§ **AIM OF THE TASK**
From the first line of the listing below, retype each line up to and including the one with "float extra = 0;"; pictures stay out.

§ **SUPPLIED ENTRIES**
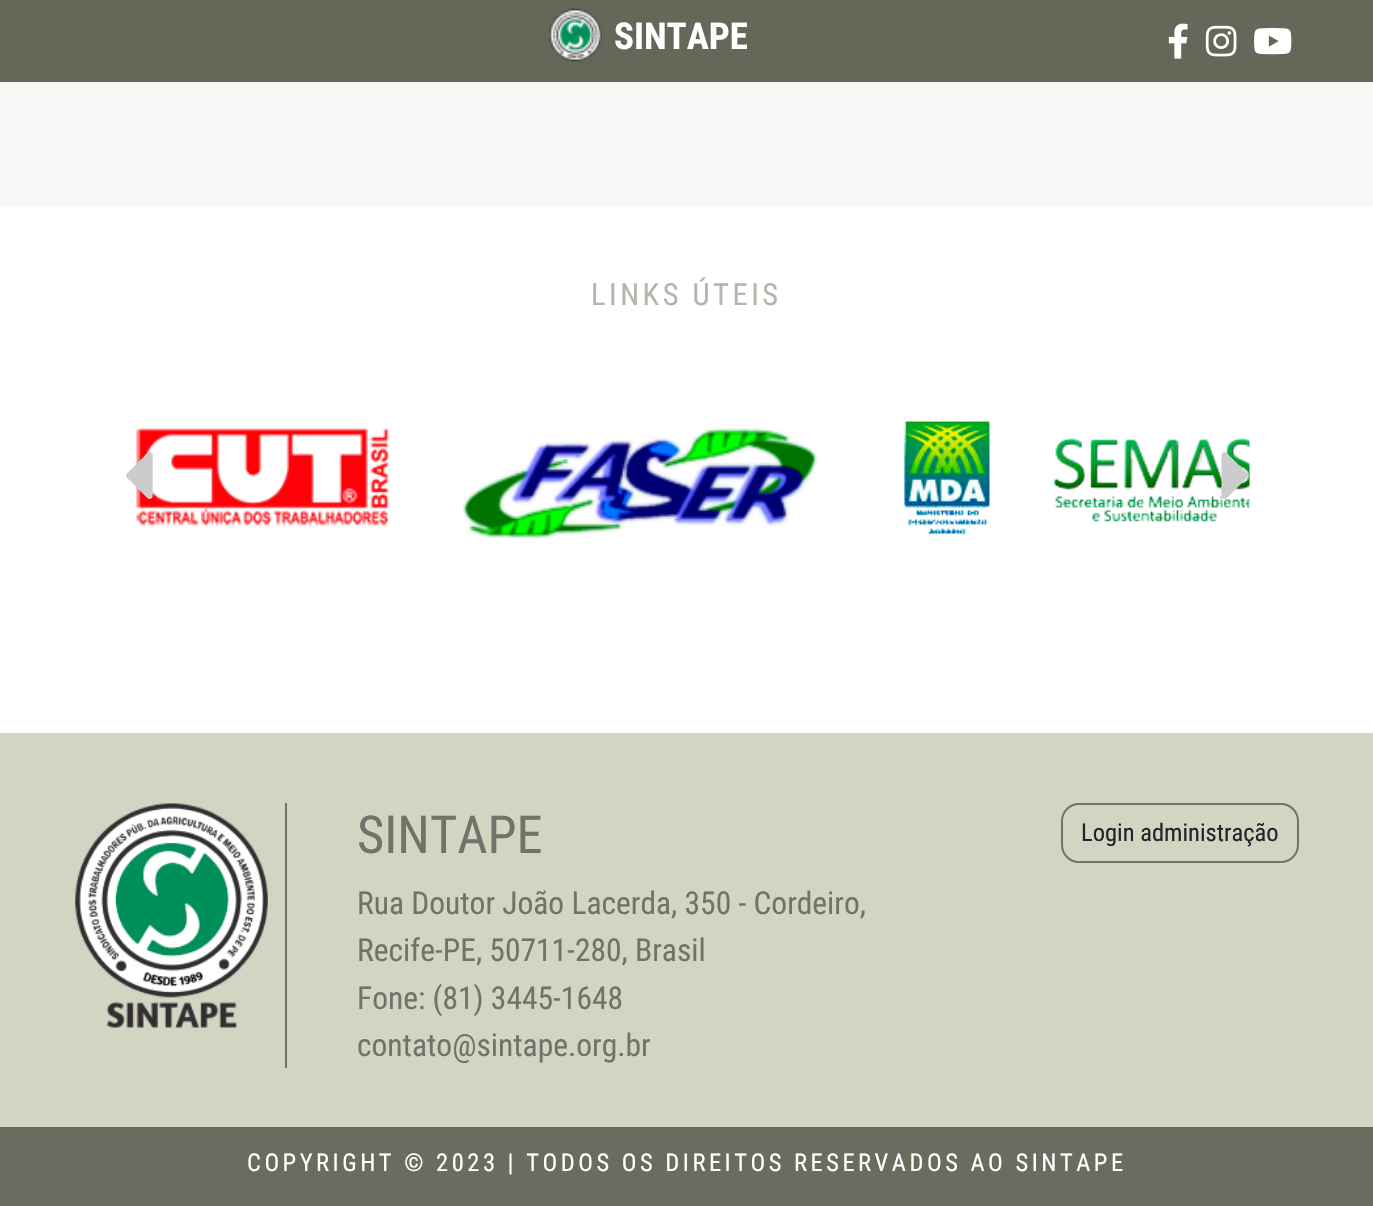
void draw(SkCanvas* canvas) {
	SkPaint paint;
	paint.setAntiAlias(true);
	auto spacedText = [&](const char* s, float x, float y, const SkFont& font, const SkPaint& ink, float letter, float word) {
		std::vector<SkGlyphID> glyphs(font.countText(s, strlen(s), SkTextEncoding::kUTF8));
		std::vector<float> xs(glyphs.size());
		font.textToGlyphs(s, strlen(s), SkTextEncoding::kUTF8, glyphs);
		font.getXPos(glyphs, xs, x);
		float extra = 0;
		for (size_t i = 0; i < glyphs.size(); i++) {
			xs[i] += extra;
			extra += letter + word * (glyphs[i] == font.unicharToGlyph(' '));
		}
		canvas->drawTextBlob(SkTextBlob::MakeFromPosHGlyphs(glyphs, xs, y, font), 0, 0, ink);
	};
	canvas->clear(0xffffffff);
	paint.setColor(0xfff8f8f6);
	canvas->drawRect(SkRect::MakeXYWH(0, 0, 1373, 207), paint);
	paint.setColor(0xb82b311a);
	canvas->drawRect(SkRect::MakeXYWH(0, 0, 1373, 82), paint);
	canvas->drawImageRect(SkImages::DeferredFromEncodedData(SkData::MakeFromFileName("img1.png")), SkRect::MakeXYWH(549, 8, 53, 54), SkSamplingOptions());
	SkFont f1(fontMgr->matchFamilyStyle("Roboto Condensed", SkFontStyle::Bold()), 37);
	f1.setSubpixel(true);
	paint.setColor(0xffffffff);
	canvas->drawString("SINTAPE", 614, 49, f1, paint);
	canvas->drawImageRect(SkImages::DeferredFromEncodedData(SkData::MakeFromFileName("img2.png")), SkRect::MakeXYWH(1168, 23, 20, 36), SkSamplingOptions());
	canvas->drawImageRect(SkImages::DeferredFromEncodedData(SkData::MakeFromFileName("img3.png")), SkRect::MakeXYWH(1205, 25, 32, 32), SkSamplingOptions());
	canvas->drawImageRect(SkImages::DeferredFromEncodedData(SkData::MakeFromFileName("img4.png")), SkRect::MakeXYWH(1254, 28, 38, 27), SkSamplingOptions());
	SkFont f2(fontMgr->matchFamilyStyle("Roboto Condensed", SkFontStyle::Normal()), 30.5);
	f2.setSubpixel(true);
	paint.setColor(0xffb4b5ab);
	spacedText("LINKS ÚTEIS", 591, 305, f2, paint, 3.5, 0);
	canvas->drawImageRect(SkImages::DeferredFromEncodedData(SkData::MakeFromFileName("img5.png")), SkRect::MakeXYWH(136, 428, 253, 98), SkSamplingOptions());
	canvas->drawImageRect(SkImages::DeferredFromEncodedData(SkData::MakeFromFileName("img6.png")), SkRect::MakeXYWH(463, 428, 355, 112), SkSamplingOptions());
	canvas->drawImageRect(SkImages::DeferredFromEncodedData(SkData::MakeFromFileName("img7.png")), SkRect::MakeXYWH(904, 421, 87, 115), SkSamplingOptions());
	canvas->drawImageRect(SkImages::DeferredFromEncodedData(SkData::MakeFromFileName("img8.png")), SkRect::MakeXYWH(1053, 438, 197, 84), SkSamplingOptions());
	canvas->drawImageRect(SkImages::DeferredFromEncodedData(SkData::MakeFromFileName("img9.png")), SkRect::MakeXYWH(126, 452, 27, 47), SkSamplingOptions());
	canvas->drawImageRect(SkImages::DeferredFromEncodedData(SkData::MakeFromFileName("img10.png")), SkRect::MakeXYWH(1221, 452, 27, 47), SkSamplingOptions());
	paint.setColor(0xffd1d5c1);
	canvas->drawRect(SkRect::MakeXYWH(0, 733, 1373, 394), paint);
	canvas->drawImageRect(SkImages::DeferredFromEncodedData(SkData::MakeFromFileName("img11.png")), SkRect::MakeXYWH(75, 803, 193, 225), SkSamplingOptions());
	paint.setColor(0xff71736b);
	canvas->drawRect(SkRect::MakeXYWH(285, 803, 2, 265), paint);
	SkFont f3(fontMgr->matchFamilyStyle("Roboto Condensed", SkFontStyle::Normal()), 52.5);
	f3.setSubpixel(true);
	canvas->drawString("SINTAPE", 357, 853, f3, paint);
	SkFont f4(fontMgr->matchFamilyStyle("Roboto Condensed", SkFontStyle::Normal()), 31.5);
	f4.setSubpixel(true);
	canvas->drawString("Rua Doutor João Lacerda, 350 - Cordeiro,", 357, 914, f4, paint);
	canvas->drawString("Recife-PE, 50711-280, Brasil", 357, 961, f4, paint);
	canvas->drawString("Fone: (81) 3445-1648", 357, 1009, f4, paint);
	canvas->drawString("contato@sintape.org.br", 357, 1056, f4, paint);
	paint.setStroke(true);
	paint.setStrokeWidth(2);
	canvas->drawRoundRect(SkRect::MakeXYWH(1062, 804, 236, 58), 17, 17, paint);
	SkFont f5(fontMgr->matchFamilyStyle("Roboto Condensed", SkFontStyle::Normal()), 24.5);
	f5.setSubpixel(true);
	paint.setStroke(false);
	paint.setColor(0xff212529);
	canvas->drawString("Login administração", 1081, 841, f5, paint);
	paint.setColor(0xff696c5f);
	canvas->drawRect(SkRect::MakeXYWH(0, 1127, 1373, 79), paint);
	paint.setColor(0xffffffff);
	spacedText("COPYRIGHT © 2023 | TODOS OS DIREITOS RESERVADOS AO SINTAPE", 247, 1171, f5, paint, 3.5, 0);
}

§ **COMPLETED EXERCISE**
void draw(SkCanvas* canvas) {
	SkPaint paint;
	paint.setAntiAlias(true);
	auto spacedText = [&](const char* s, float x, float y, const SkFont& font, const SkPaint& ink, float letter, float word) {
		std::vector<SkGlyphID> glyphs(font.countText(s, strlen(s), SkTextEncoding::kUTF8));
		std::vector<float> xs(glyphs.size());
		font.textToGlyphs(s, strlen(s), SkTextEncoding::kUTF8, glyphs);
		font.getXPos(glyphs, xs, x);
		float extra = 0;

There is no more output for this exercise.